**Records supplied**
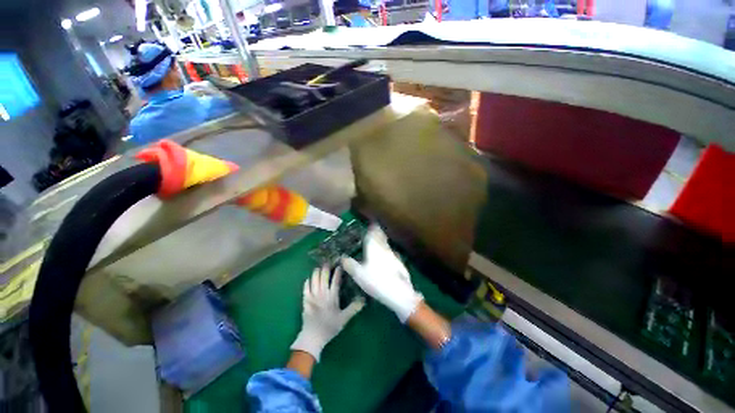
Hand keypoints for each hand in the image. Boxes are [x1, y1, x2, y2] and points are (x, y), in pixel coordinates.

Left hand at [291, 266, 364, 361]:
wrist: (312, 337)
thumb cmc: (329, 327)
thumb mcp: (344, 319)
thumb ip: (353, 308)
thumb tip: (364, 300)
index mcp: (332, 297)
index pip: (335, 280)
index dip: (337, 272)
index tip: (339, 265)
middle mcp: (322, 294)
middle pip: (323, 277)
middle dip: (325, 268)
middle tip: (327, 262)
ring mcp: (312, 296)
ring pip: (314, 280)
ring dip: (316, 273)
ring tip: (318, 267)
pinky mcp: (305, 300)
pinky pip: (305, 288)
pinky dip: (307, 282)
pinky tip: (308, 279)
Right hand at [341, 225, 423, 322]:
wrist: (398, 292)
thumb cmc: (376, 281)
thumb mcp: (358, 274)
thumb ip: (350, 264)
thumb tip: (342, 257)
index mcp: (374, 247)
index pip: (373, 232)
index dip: (372, 227)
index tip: (371, 223)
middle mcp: (384, 248)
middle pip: (381, 236)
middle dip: (377, 233)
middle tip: (373, 230)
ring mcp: (393, 255)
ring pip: (386, 243)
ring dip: (382, 241)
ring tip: (377, 241)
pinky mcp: (398, 262)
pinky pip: (390, 251)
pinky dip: (386, 250)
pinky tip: (384, 256)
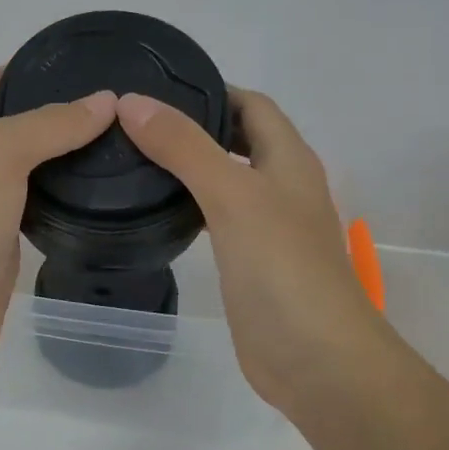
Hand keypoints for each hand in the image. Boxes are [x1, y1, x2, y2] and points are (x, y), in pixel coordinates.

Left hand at [0, 71, 117, 371]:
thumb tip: (106, 100)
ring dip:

**Exercise details**
The listing should be transcribed in full, exactly, and without its pictures.

**Task answer**
Hand keypoints for each hand in the image. Boxes are [x1, y1, x2, y2] and points are (x, y), in pixel coordinates.

Left hand at [291, 266, 364, 361]:
wrist: (312, 337)
thumb cmc: (329, 327)
thumb mcp: (344, 319)
thumb ip: (353, 308)
thumb tip: (364, 300)
index mcp: (332, 297)
index pip: (335, 280)
index dip: (337, 272)
index tip: (339, 265)
middle mcp: (322, 294)
middle pip: (323, 277)
middle dip: (325, 268)
middle tip: (327, 262)
ring mcp: (312, 296)
ring pip: (314, 280)
ring dip: (316, 273)
ring tip: (318, 267)
pinky mcp: (305, 300)
pinky pip: (305, 288)
pinky dip: (307, 282)
pinky tip: (308, 279)
Right hand at [341, 225, 423, 322]:
wrist: (398, 292)
thumb cmc: (376, 281)
thumb mcp: (358, 274)
thumb ip: (350, 264)
thumb tip: (342, 257)
index mcp: (374, 247)
index pip: (373, 232)
index dip: (372, 227)
index tip: (371, 223)
middle mcp: (384, 248)
middle pip: (381, 236)
middle dip: (377, 233)
middle tip: (373, 230)
ring mcp: (393, 255)
ring pip: (386, 243)
ring dip: (382, 241)
ring tip: (377, 241)
pinky mcp: (398, 262)
pinky pip: (390, 251)
pinky dip: (386, 250)
pinky tip: (384, 256)
Hand keypoints for each hand in the image. Boxes are [x1, y1, x2, y2] and points are (x, y), in pixel coordinates.

Left hand at [0, 71, 117, 371]:
thumb tip: (106, 100)
ring dip:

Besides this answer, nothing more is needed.